[The data]
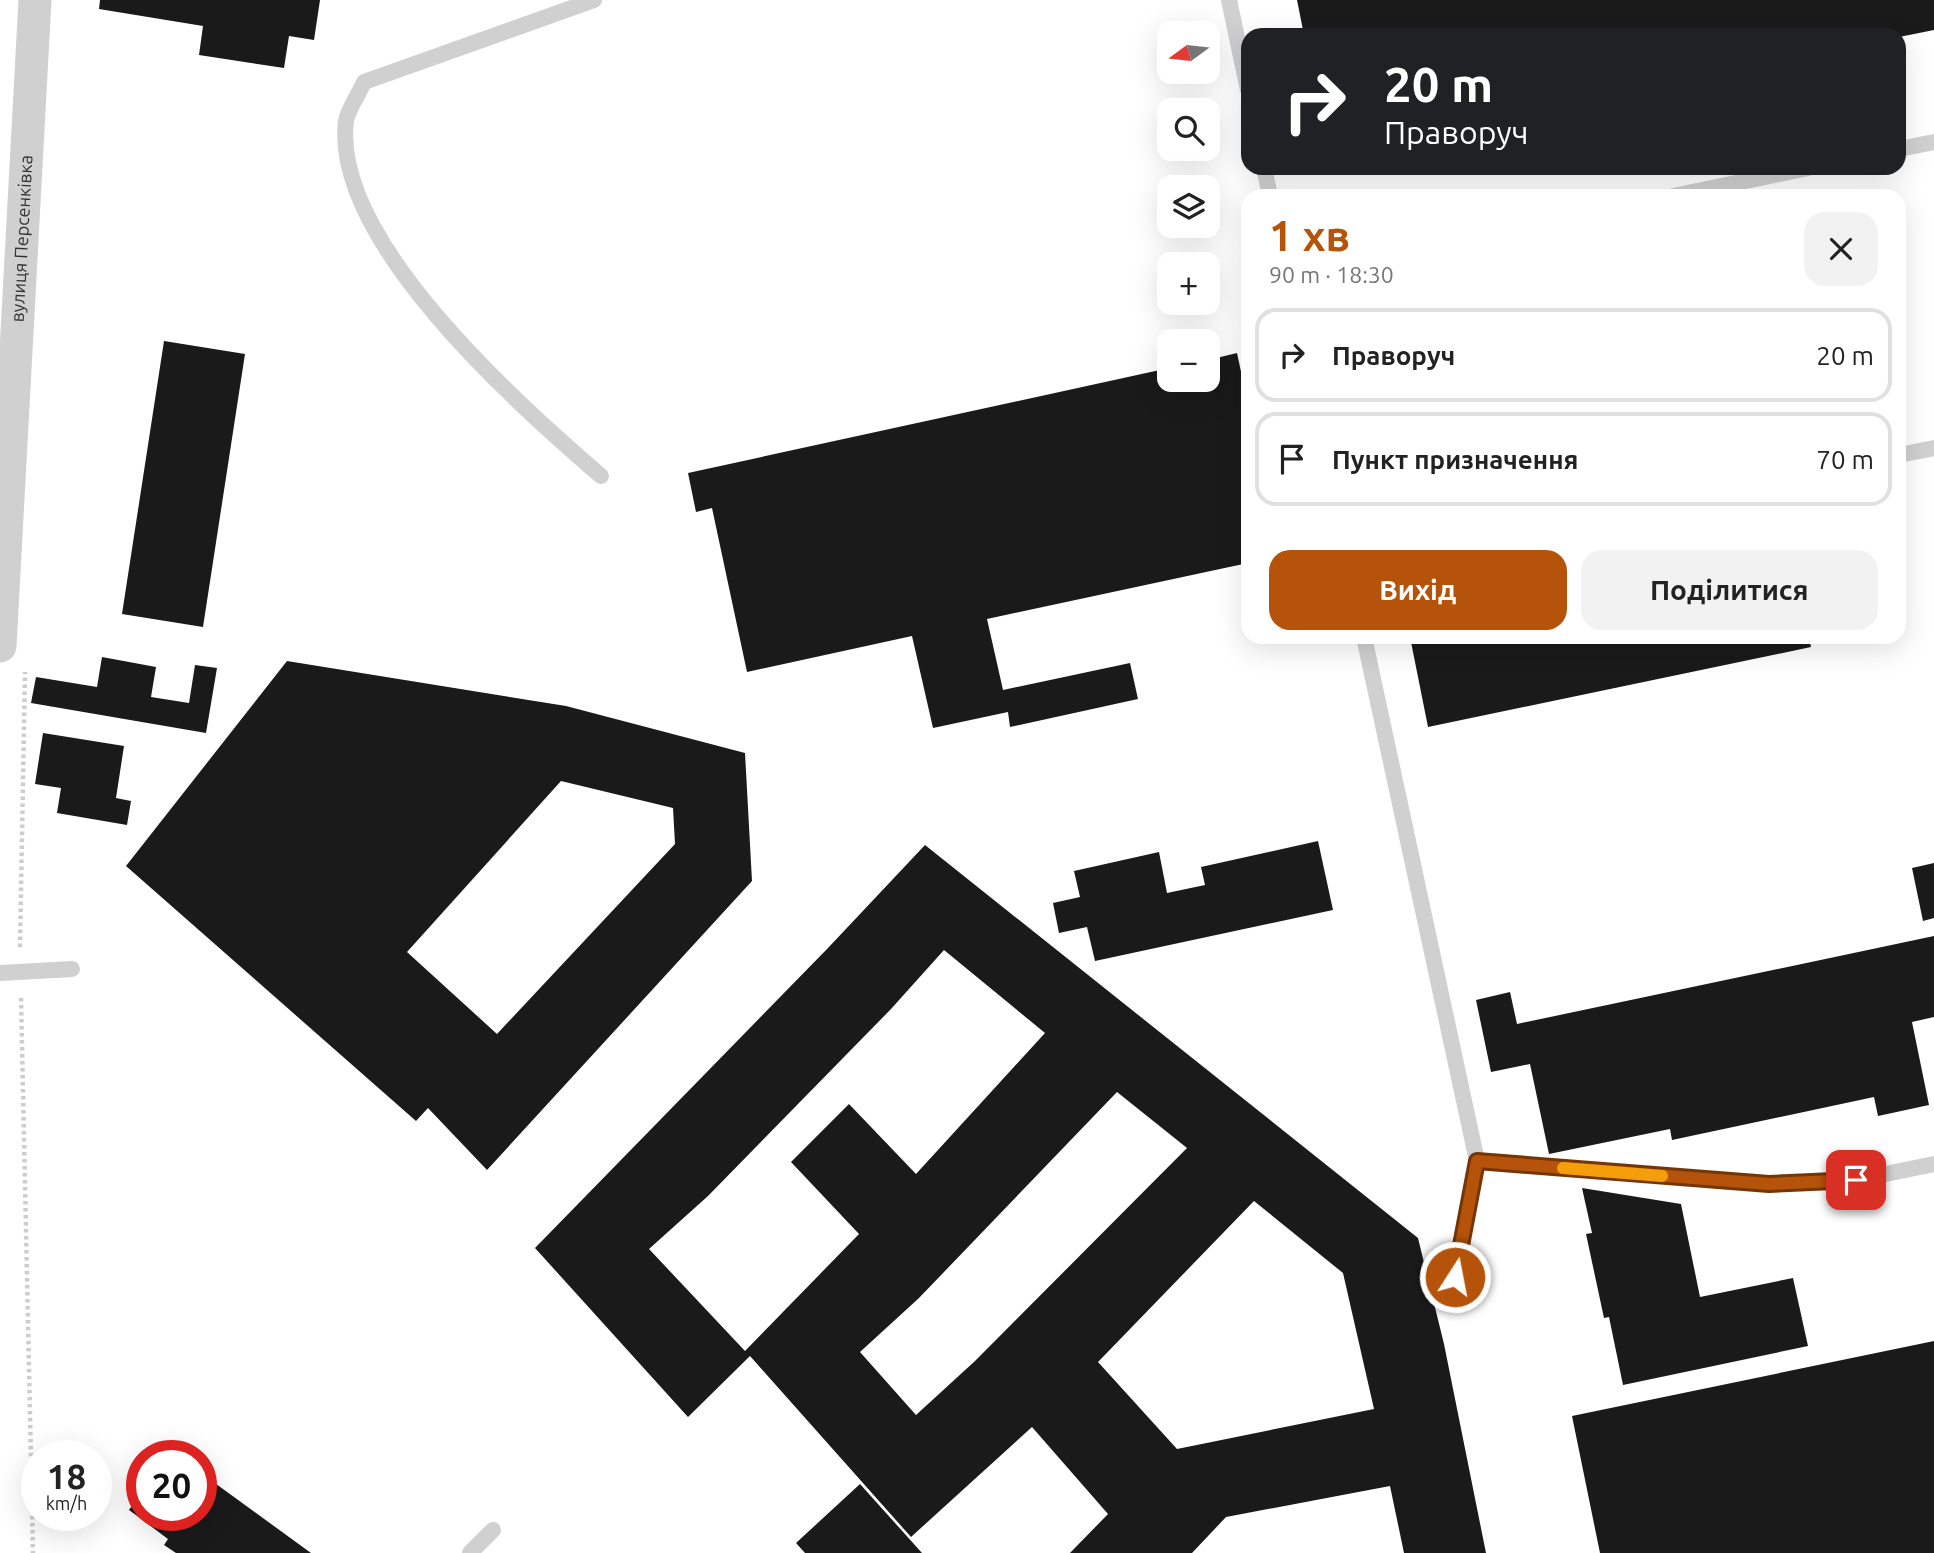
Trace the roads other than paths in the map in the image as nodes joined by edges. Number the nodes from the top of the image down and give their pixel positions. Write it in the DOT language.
graph roads {
  1 [pos="35,0"];
  2 [pos="594,0"];
  3 [pos="1229,0"];
  4 [pos="1241,57"];
  5 [pos="1934,142"];
  6 [pos="1906,148"];
  7 [pos="1774,175"];
  8 [pos="1707,189"];
  9 [pos="1934,448"];
  10 [pos="1906,454"];
  11 [pos="601,476"];
  12 [pos="1366,644"];
  13 [pos="12,652"];
  14 [pos="72,969"];
  15 [pos="0,973"];
  16 [pos="1477,1161"];
  17 [pos="1934,1164"];
  18 [pos="1455,1277"];
  19 [pos="493,1530"];
  20 [pos="470,1553"];
  1 -- 13 [label="street, вулиця Персенківка"];
  2 -- 11 [label="lane"];
  3 -- 4 [label="lane"];
  5 -- 6 [label="lane"];
  7 -- 8 [label="lane"];
  9 -- 10 [label="lane"];
  12 -- 16 [label="lane"];
  14 -- 15 [label="lane"];
  16 -- 17 [label="lane"];
  16 -- 18 [label="lane"];
  19 -- 20 [label="lane"];
}
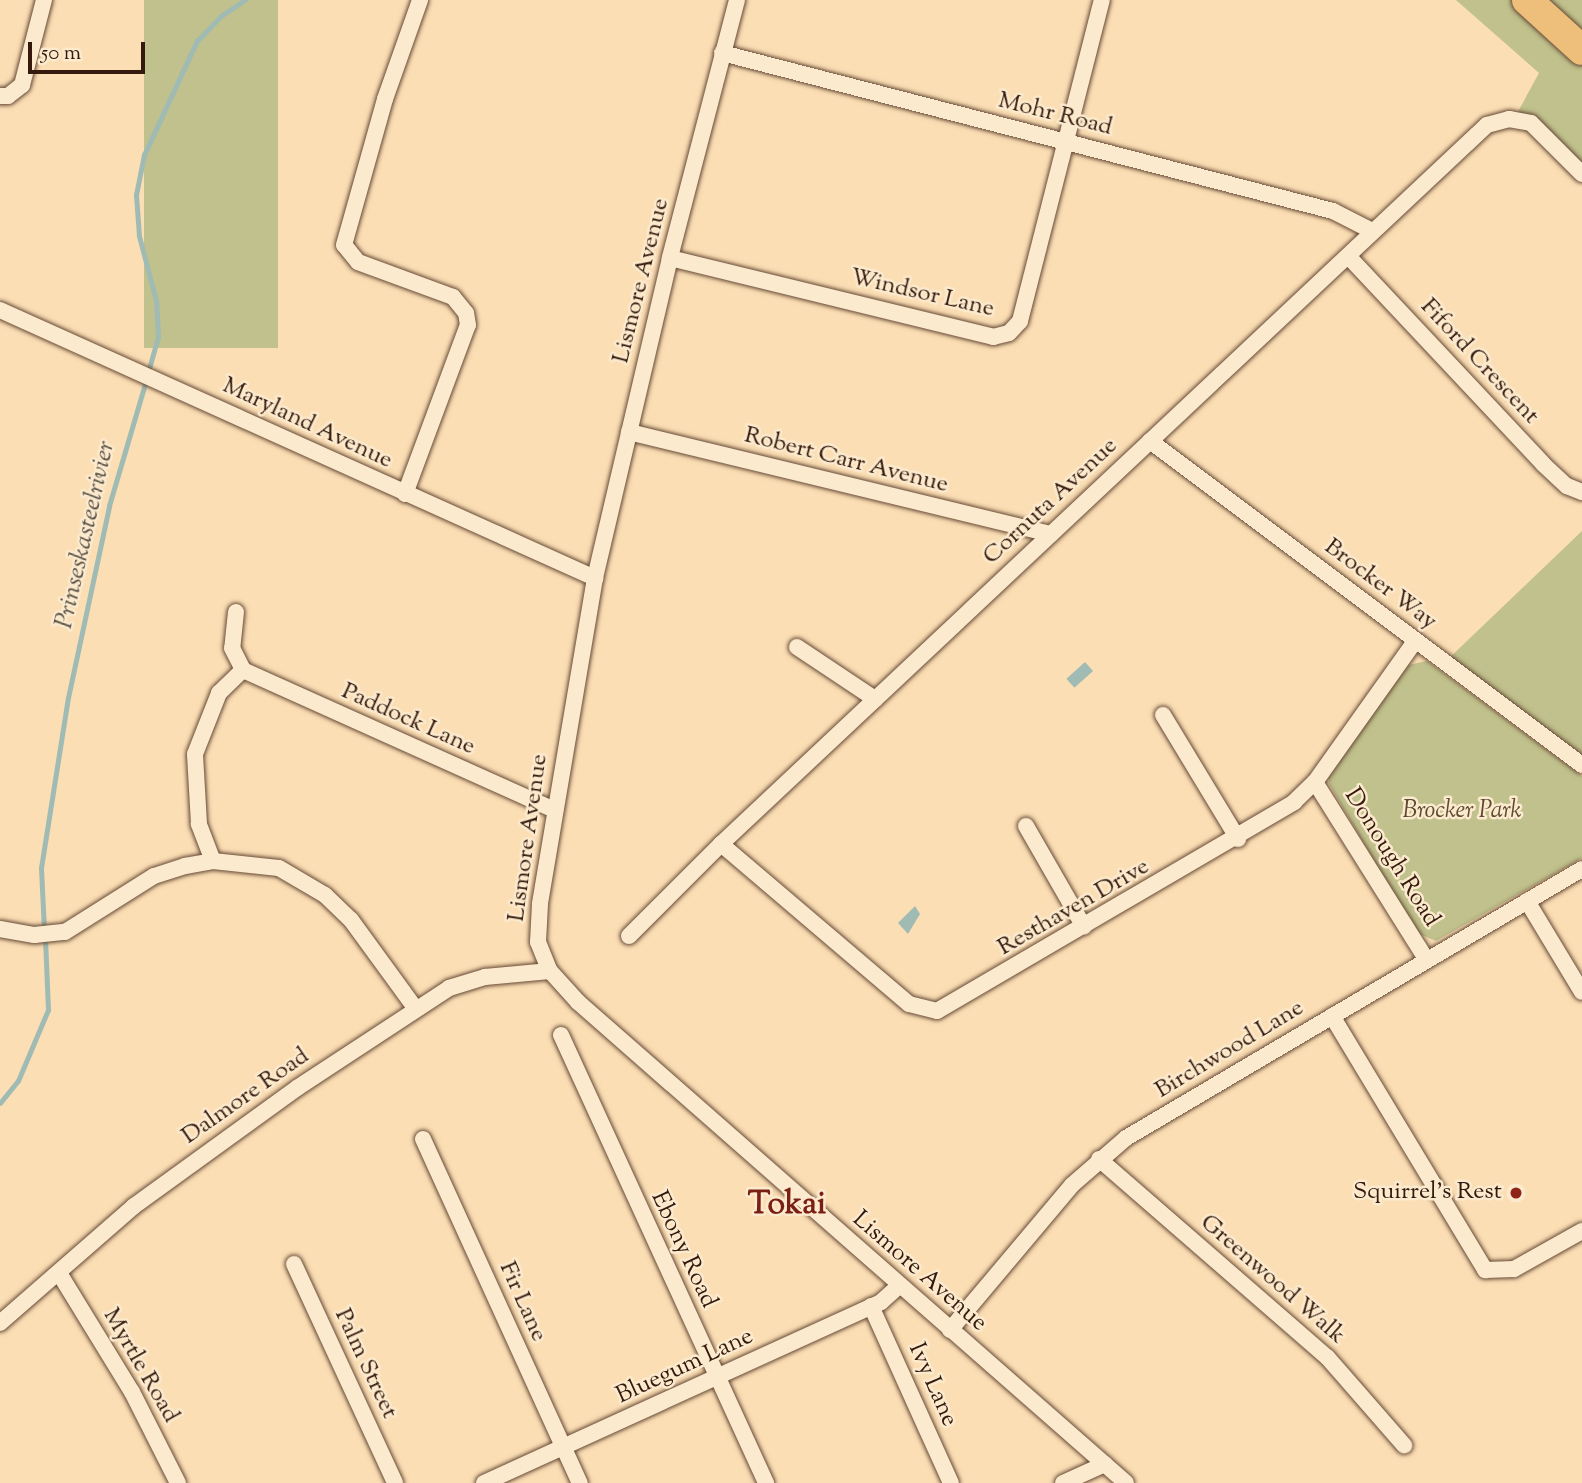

[Exercise details] Return the full listing exactly as it appears above, without its pictures.

[Problem solution]
Trace the roads other than paths in the map in the image as nodes joined by edges. Number the nodes from the top of the image down and give their pixel positions. Write it in the DOT language.
graph roads {
  1 [pos="35,0"];
  2 [pos="594,0"];
  3 [pos="1229,0"];
  4 [pos="1241,57"];
  5 [pos="1934,142"];
  6 [pos="1906,148"];
  7 [pos="1774,175"];
  8 [pos="1707,189"];
  9 [pos="1934,448"];
  10 [pos="1906,454"];
  11 [pos="601,476"];
  12 [pos="1366,644"];
  13 [pos="12,652"];
  14 [pos="72,969"];
  15 [pos="0,973"];
  16 [pos="1477,1161"];
  17 [pos="1934,1164"];
  18 [pos="1455,1277"];
  19 [pos="493,1530"];
  20 [pos="470,1553"];
  1 -- 13 [label="street, вулиця Персенківка"];
  2 -- 11 [label="lane"];
  3 -- 4 [label="lane"];
  5 -- 6 [label="lane"];
  7 -- 8 [label="lane"];
  9 -- 10 [label="lane"];
  12 -- 16 [label="lane"];
  14 -- 15 [label="lane"];
  16 -- 17 [label="lane"];
  16 -- 18 [label="lane"];
  19 -- 20 [label="lane"];
}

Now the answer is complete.